I opened my mouth to speak, but nothing came out. Finally, after collecting my thoughts, I said, “Why do you say that?”
“Sorry, I shouldn’t have said anything.”
I thought about her words as we continued looking into the night—and as images of my dead wife filled my thoughts.
Chapter Twenty-eight
I got back to work.
After the de-briefing with the Brothers and Sisters and even Sam, who was a trooper to stay for that part, I got busy by arming the weapons of the vampire trap with silver darts in the powerful launchers I had designed, and replaced the optical mirrors that had gotten broken by Sam. I cleaned up, tested the holographic equipment and the lights and got everything squared away. After hours of work, I finally proclaimed that the vampire trap was now live and armed. I personally notified everyone that the entire network of the vampire trap was off limits.
I was more than exhausted by the night’s events. Even the red eyes of the rats in the garderobe tower haunted me, like some out-of-context scene from
Les Miserables
.
Sam and some of the others went to bed around noon, but I knew I wasn’t going to be able to sleep yet. Thoughts of my kidnapped daughter—and my dead wife, brother, and my parents—filled my head.
And so did thoughts of Ambra. Love?
I shook my head as I headed into the spa room for a long, hot soak in the wood-fired Jacuzzi tub that was shared by both male and female vampire hunters.

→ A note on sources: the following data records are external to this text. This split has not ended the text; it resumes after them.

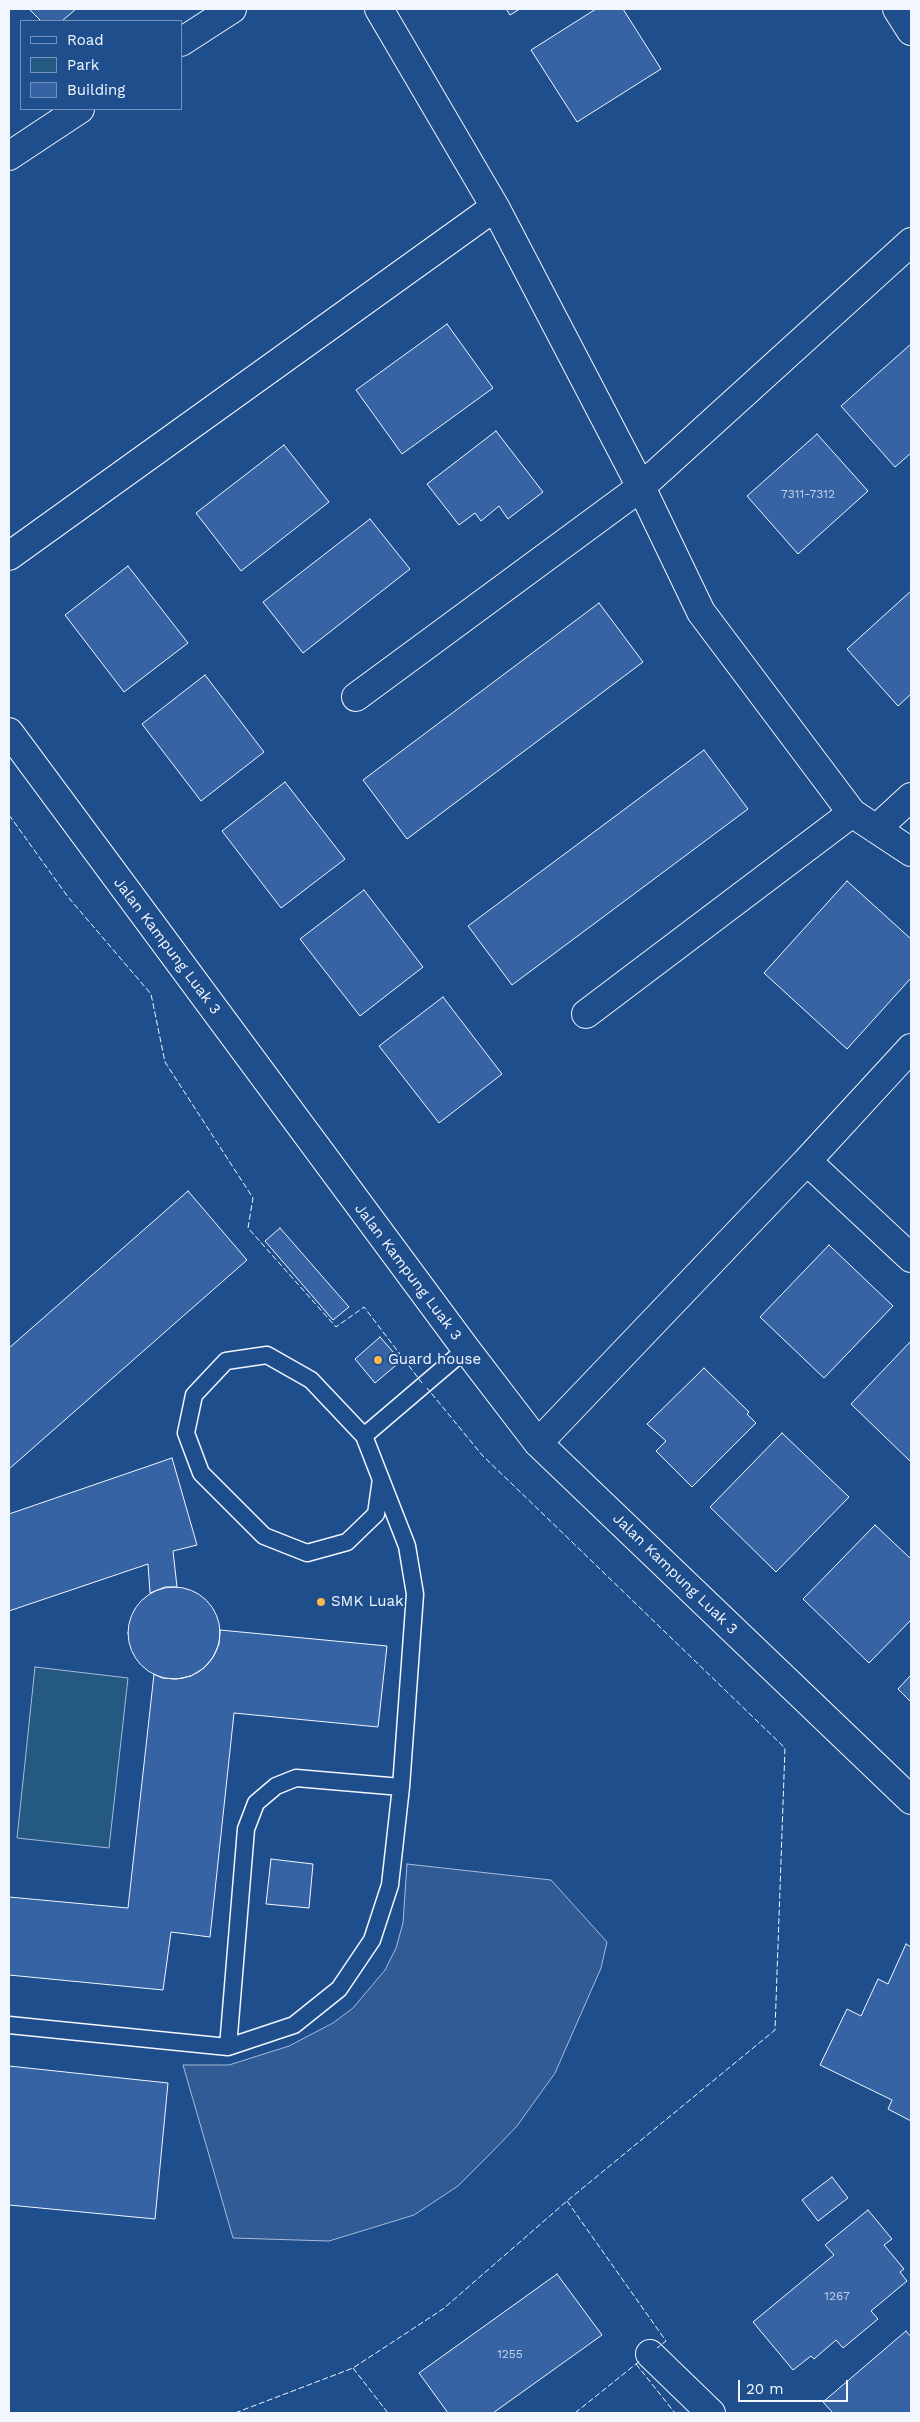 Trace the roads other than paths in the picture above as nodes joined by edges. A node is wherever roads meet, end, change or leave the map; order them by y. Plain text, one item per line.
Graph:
1 (232, 9) edge
2 (379, 9) edge
3 (897, 9) edge
4 (911, 31) edge
5 (182, 41) edge
6 (78, 110) edge
7 (9, 156) edge
8 (495, 207) junction
9 (911, 242) edge
10 (641, 486) junction
11 (9, 556) edge
12 (356, 697) dead end
13 (9, 732) edge
14 (911, 796) edge
15 (852, 813) junction
16 (876, 829) junction
17 (911, 852) edge
18 (586, 1014) dead end
19 (911, 1048) edge
20 (807, 1161) junction
21 (911, 1258) edge
22 (466, 1349) junction
23 (364, 1436) junction
24 (538, 1443) junction
25 (382, 1477) junction
26 (401, 1787) junction
27 (911, 1800) edge
28 (9, 2026) edge
29 (228, 2047) junction
30 (650, 2354) dead end
31 (712, 2413) edge

1 - 5 street
2 - 8 street
3 - 4 street
6 - 7 street
8 - 10 street
8 - 11 street
9 - 10 street
10 - 12 street
10 - 15 street
13 - 22 street, Jalan Kampung Luak 3
14 - 16 street
15 - 16 street
15 - 18 street
16 - 17 street
19 - 20 street
20 - 21 street
20 - 24 street
22 - 23 lane
22 - 24 street, Jalan Kampung Luak 3
23 - 25 lane
23 - 25 lane
24 - 27 street, Jalan Kampung Luak 3
25 - 26 lane
26 - 29 lane
26 - 29 lane
28 - 29 lane
30 - 31 street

Mikhail, the ex-priest turned Brother of the Blade, was already there. As I joined him, sliding into the steamy Jacuzzi, I asked, “Do you ever worry about going to hell for killing vampires?”
“
Of course,” he said in his thick Bulgarian accent that rolled his letter R’s. “We make up our own rules about who lives and who dies and it worries me. More than theology, more than right and wrong, I can feel myself changing into someone else, and it scares me.”
I thought about his words, realizing they had succeeded, in fact, in making me feel worse.
He continued. “When the vampires came to my church parish and killed my wife and stole the children right out of the orphanage, I made up my own rules,” Mikhail said. “I killed some of them and then I wept. I used ‘an eye for an eye’ like it was permission from God himself.”
“
We’re a lot alike, Mikhail. We are not natural-born killers. This doesn’t come easy to us. No matter how much vengeance we get, and no matter how many of them we kill—”
“—
it doesn’t bring back the dead,” Mikhail finished for me.
I nodded. We sat in the roiling bubbles, cooking our muscles until the fire burned down to embers.
“I’m going to bed,” Mikhail said after a while.